* **Assignment**
Report each line of the data below in which "Shanti" appears.

* **Listed entries**
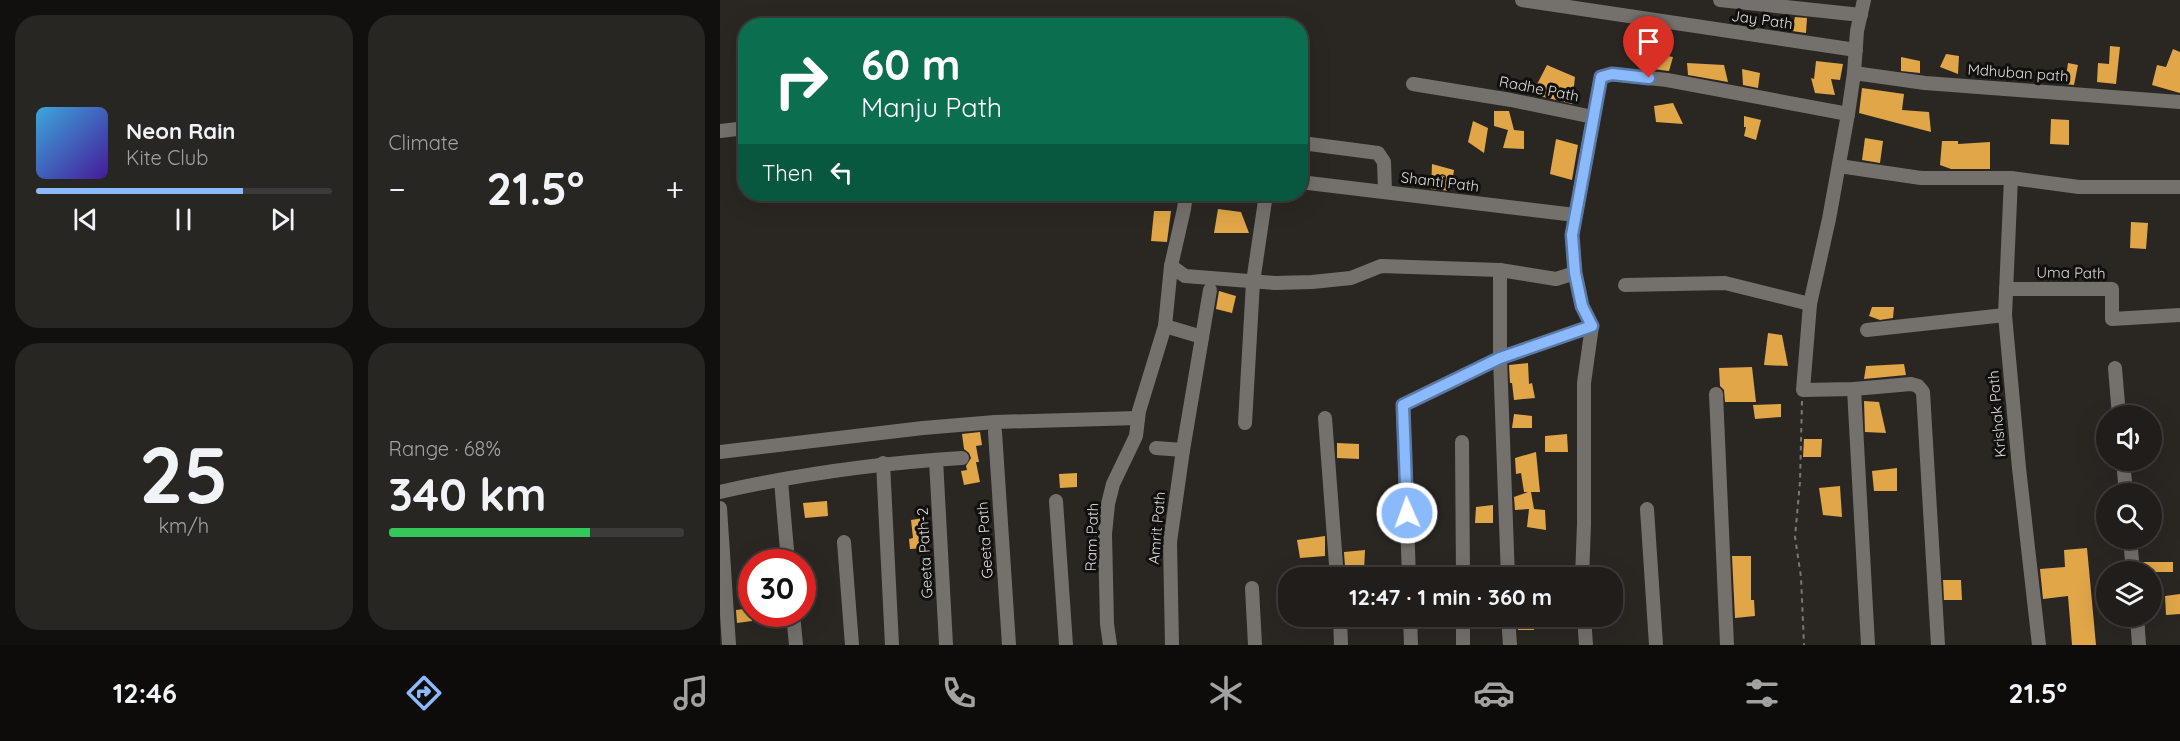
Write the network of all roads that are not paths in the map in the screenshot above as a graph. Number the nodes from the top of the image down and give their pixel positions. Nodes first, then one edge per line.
1 (1522, 0) edge
2 (1720, 0) edge
3 (1864, 0) edge
4 (1861, 15) junction
5 (1856, 50) junction
6 (1854, 73) junction
7 (1413, 84) dead end
8 (2180, 102) edge
9 (1848, 114) junction
10 (1593, 117) junction
11 (738, 129) edge
12 (720, 131) edge
13 (1308, 144) edge
14 (1839, 166) junction
15 (2011, 178) junction
16 (1308, 183) edge
17 (2180, 187) edge
18 (1385, 191) junction
19 (1185, 201) edge
20 (1265, 201) edge
21 (1575, 215) junction
22 (1172, 266) junction
23 (1500, 270) junction
24 (1575, 273) junction
25 (1252, 282) junction
26 (1624, 285) dead end
27 (1210, 290) dead end
28 (2006, 290) junction
29 (1810, 304) junction
30 (2005, 315) junction
31 (2180, 315) edge
32 (1165, 326) junction
33 (1592, 326) junction
34 (1867, 330) dead end
35 (1202, 337) junction
36 (1500, 358) junction
37 (2115, 368) dead end
38 (1854, 389) junction
39 (1716, 394) dead end
40 (2118, 405) edge
41 (1138, 418) junction
42 (1325, 418) dead end
43 (1245, 423) dead end
44 (995, 432) dead end
45 (1462, 442) dead end
46 (1156, 448) dead end
47 (1183, 450) junction
48 (720, 452) edge
49 (962, 458) dead end
50 (936, 460) junction
51 (883, 463) junction
52 (781, 481) junction
53 (720, 492) edge
54 (1056, 501) dead end
55 (720, 508) edge
56 (1647, 509) dead end
57 (844, 542) dead end
58 (787, 549) edge
59 (1336, 567) edge
60 (1409, 567) edge
61 (1463, 567) edge
62 (1508, 567) edge
63 (1582, 567) edge
64 (1252, 588) dead end
65 (794, 627) edge
66 (1340, 627) edge
67 (1410, 627) edge
68 (1463, 627) edge
69 (1509, 627) edge
70 (1585, 627) edge
71 (2138, 627) edge
72 (729, 645) edge
73 (796, 645) edge
74 (852, 645) edge
75 (892, 645) edge
76 (946, 645) edge
77 (1008, 645) edge
78 (1066, 645) edge
79 (1110, 645) edge
80 (1172, 645) edge
81 (1255, 645) edge
82 (1341, 645) edge
83 (1411, 645) edge
84 (1463, 645) edge
85 (1510, 645) edge
86 (1586, 645) edge
87 (1656, 645) edge
88 (1727, 645) edge
89 (1868, 645) edge
90 (1938, 645) edge
91 (2039, 645) edge
92 (2139, 645) edge

1 - 5 street, Jay Path
2 - 4 street
3 - 4 street
4 - 5 street
5 - 6 street
6 - 8 street, Mdhuban path
6 - 9 street
7 - 10 street, Radhe Path
9 - 10 street
9 - 14 street
10 - 21 street
11 - 12 street
13 - 18 street
14 - 15 street
14 - 29 street
15 - 17 street
15 - 28 street, Krishak Path
16 - 18 street, Shanti Path
18 - 21 street, Shanti Path
19 - 22 street, Ram Path
20 - 25 street
21 - 24 street
22 - 25 street
22 - 32 street, Ram Path
23 - 24 street
23 - 25 street
23 - 36 street
24 - 33 street
25 - 43 street
26 - 29 street
27 - 35 street, Amrit Path
28 - 30 street, Krishak Path
28 - 31 street, Uma Path
29 - 38 street
30 - 34 street
30 - 91 street, Krishak Path
32 - 35 street
32 - 41 street, Ram Path
33 - 36 street
33 - 63 street
35 - 47 street, Amrit Path
36 - 60 street
36 - 62 street
37 - 40 street
38 - 89 street
38 - 90 street
39 - 88 street
41 - 48 street
41 - 79 street, Ram Path
42 - 59 street
44 - 77 street, Geeta Path
45 - 61 street
46 - 47 street
47 - 80 street, Amrit Path
49 - 50 street
50 - 51 street
50 - 76 street, Geeta Path-2
51 - 52 street
51 - 75 street
52 - 53 street
52 - 58 street
54 - 78 street
55 - 72 street
56 - 87 street
57 - 74 street
64 - 81 street
65 - 73 street
66 - 82 street
67 - 83 street
68 - 84 street
69 - 85 street
70 - 86 street
71 - 92 street

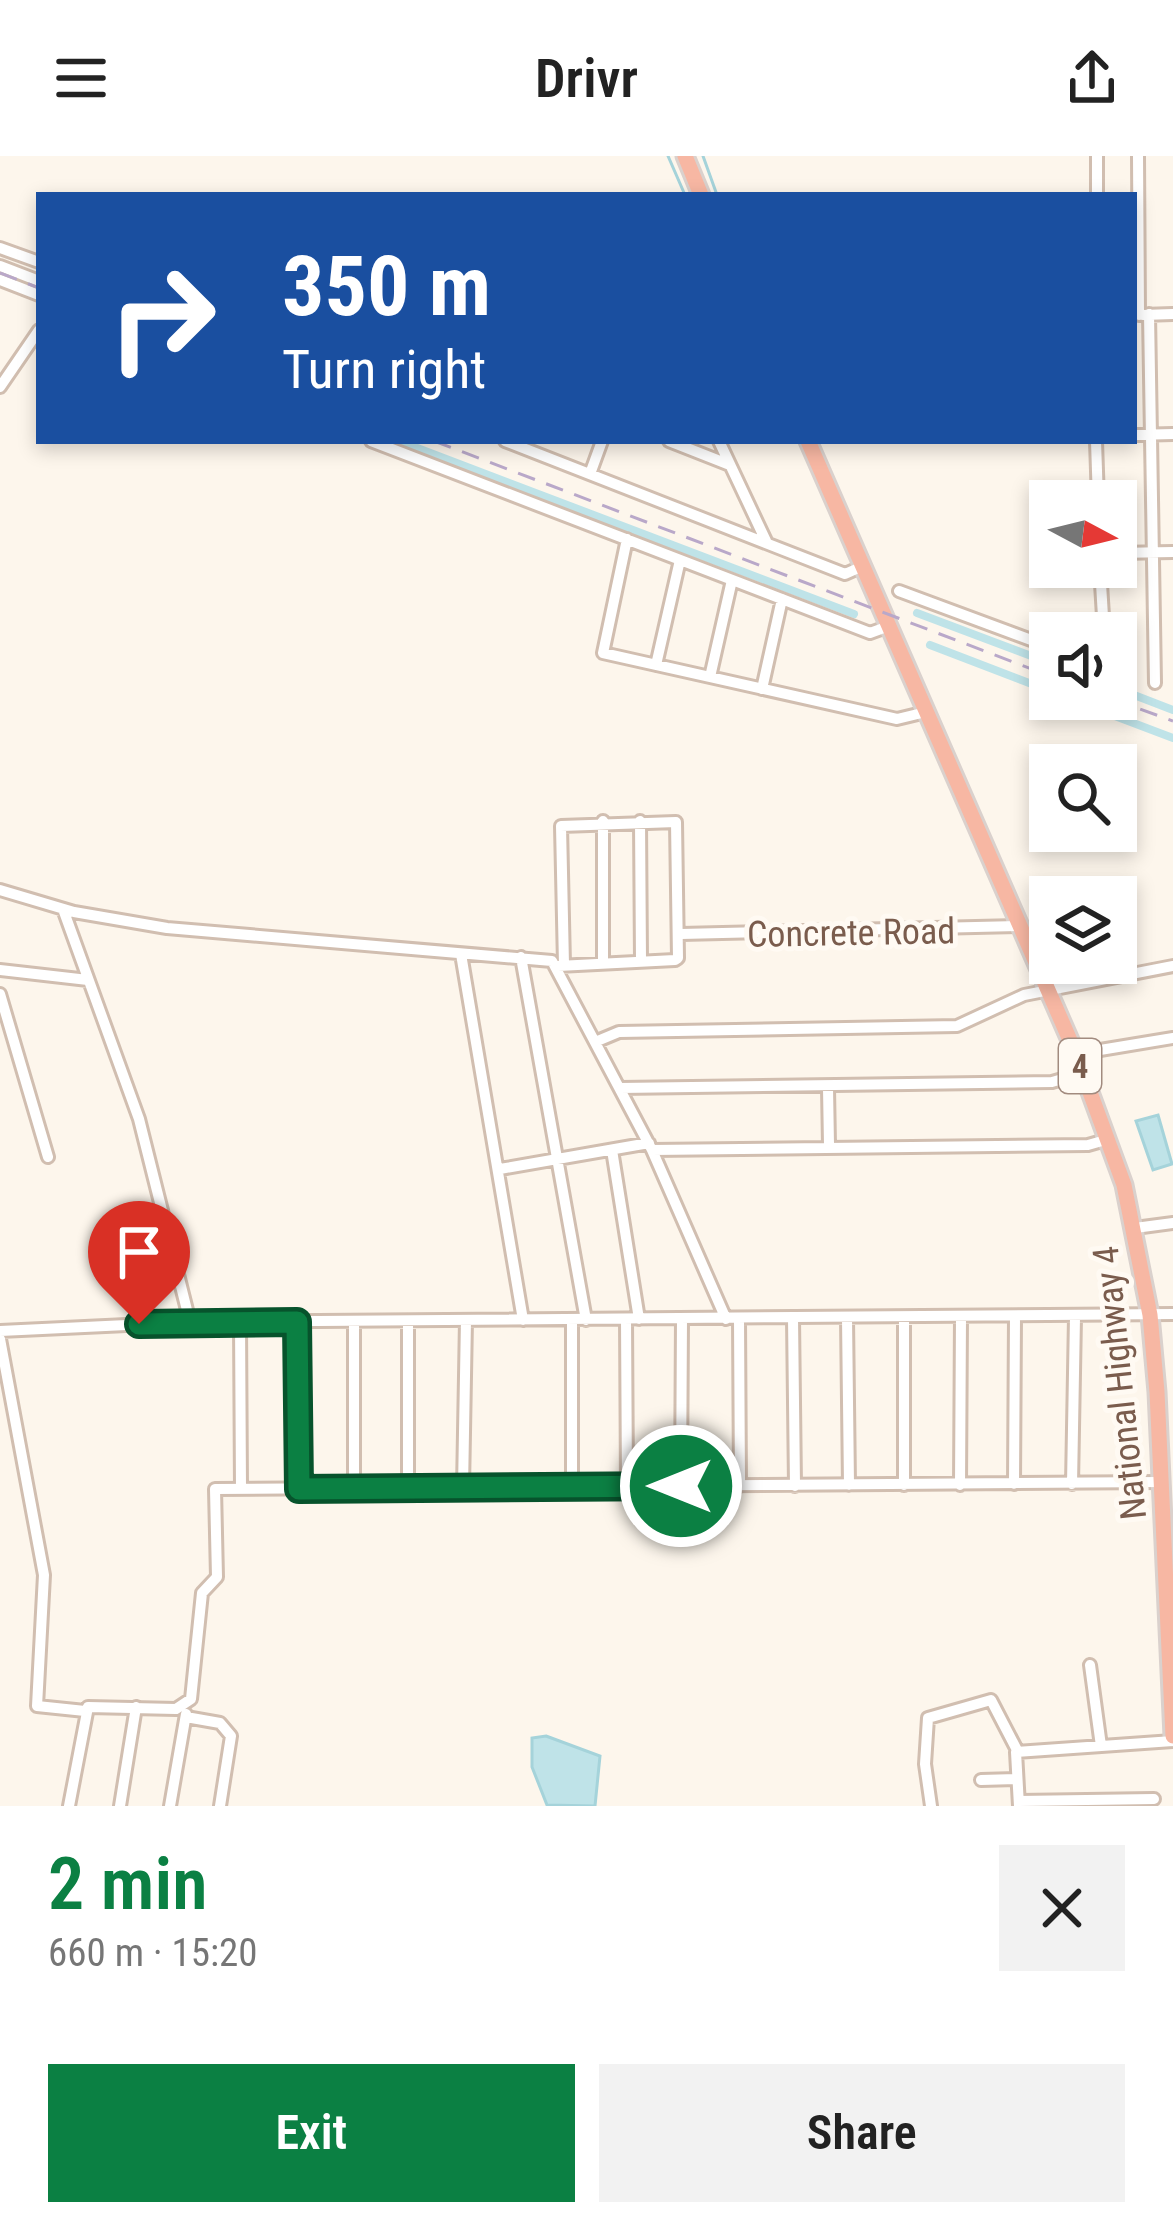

* **Task response**
16 - 18 street, Shanti Path
18 - 21 street, Shanti Path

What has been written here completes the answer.